DIRECTIONS:
Copy the entries below exactly; any picture among them should be left out.
[[ TASK MATERIAL open ]]
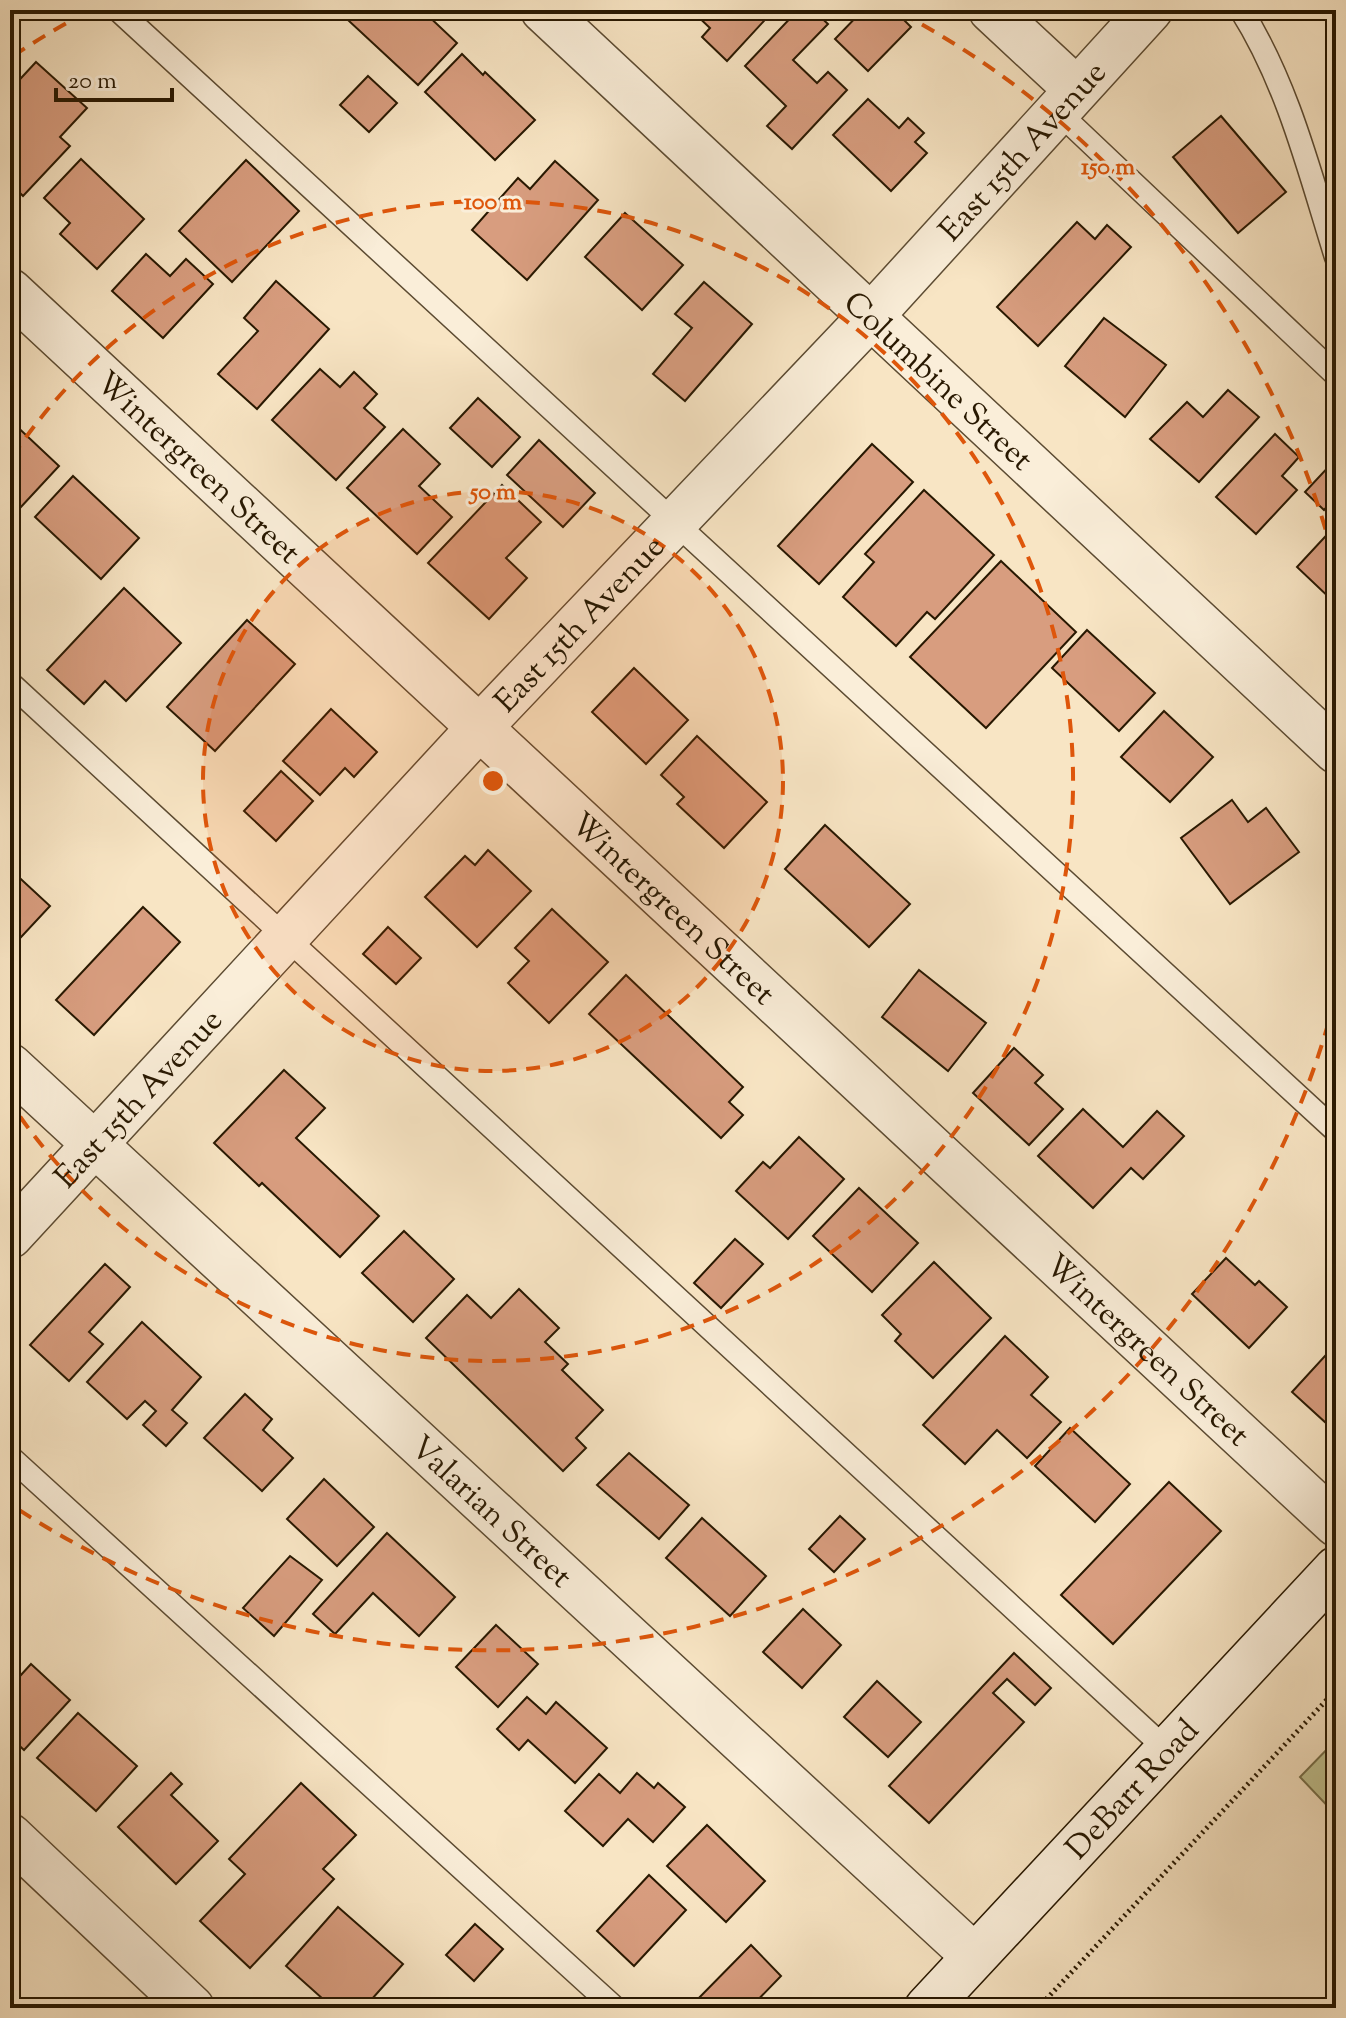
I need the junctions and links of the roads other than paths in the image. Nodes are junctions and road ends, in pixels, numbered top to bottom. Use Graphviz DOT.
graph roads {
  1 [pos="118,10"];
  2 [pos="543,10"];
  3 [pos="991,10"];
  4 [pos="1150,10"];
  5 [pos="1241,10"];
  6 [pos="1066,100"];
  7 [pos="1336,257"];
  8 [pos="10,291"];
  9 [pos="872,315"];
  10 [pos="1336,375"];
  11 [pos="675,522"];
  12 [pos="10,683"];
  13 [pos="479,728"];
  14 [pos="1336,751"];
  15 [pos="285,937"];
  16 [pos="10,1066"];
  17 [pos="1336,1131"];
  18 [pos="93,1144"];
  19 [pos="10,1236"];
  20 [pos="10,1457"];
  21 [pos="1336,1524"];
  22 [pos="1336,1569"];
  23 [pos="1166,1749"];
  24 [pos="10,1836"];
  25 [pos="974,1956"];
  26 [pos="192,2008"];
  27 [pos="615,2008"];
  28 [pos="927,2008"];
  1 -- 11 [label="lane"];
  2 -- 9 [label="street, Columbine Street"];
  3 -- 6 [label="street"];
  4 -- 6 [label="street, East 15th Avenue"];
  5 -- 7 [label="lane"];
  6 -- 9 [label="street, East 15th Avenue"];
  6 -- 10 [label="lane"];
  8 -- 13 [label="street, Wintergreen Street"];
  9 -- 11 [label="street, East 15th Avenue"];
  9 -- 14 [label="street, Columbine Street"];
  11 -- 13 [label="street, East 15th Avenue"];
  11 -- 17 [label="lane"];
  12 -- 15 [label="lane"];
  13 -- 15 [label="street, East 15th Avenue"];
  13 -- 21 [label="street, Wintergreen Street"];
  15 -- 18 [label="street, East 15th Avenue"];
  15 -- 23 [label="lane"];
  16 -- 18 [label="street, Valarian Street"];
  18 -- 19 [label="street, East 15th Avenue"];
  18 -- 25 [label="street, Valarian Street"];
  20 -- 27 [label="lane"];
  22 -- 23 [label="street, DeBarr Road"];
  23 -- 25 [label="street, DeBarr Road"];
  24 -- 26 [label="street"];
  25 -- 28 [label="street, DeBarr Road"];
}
[[ TASK MATERIAL closed ]]
OUTPUT FOR THIS TASK:
I need the junctions and links of the roads other than paths in the image. Nodes are junctions and road ends, in pixels, numbered top to bottom. Use Graphviz DOT.
graph roads {
  1 [pos="118,10"];
  2 [pos="543,10"];
  3 [pos="991,10"];
  4 [pos="1150,10"];
  5 [pos="1241,10"];
  6 [pos="1066,100"];
  7 [pos="1336,257"];
  8 [pos="10,291"];
  9 [pos="872,315"];
  10 [pos="1336,375"];
  11 [pos="675,522"];
  12 [pos="10,683"];
  13 [pos="479,728"];
  14 [pos="1336,751"];
  15 [pos="285,937"];
  16 [pos="10,1066"];
  17 [pos="1336,1131"];
  18 [pos="93,1144"];
  19 [pos="10,1236"];
  20 [pos="10,1457"];
  21 [pos="1336,1524"];
  22 [pos="1336,1569"];
  23 [pos="1166,1749"];
  24 [pos="10,1836"];
  25 [pos="974,1956"];
  26 [pos="192,2008"];
  27 [pos="615,2008"];
  28 [pos="927,2008"];
  1 -- 11 [label="lane"];
  2 -- 9 [label="street, Columbine Street"];
  3 -- 6 [label="street"];
  4 -- 6 [label="street, East 15th Avenue"];
  5 -- 7 [label="lane"];
  6 -- 9 [label="street, East 15th Avenue"];
  6 -- 10 [label="lane"];
  8 -- 13 [label="street, Wintergreen Street"];
  9 -- 11 [label="street, East 15th Avenue"];
  9 -- 14 [label="street, Columbine Street"];
  11 -- 13 [label="street, East 15th Avenue"];
  11 -- 17 [label="lane"];
  12 -- 15 [label="lane"];
  13 -- 15 [label="street, East 15th Avenue"];
  13 -- 21 [label="street, Wintergreen Street"];
  15 -- 18 [label="street, East 15th Avenue"];
  15 -- 23 [label="lane"];
  16 -- 18 [label="street, Valarian Street"];
  18 -- 19 [label="street, East 15th Avenue"];
  18 -- 25 [label="street, Valarian Street"];
  20 -- 27 [label="lane"];
  22 -- 23 [label="street, DeBarr Road"];
  23 -- 25 [label="street, DeBarr Road"];
  24 -- 26 [label="street"];
  25 -- 28 [label="street, DeBarr Road"];
}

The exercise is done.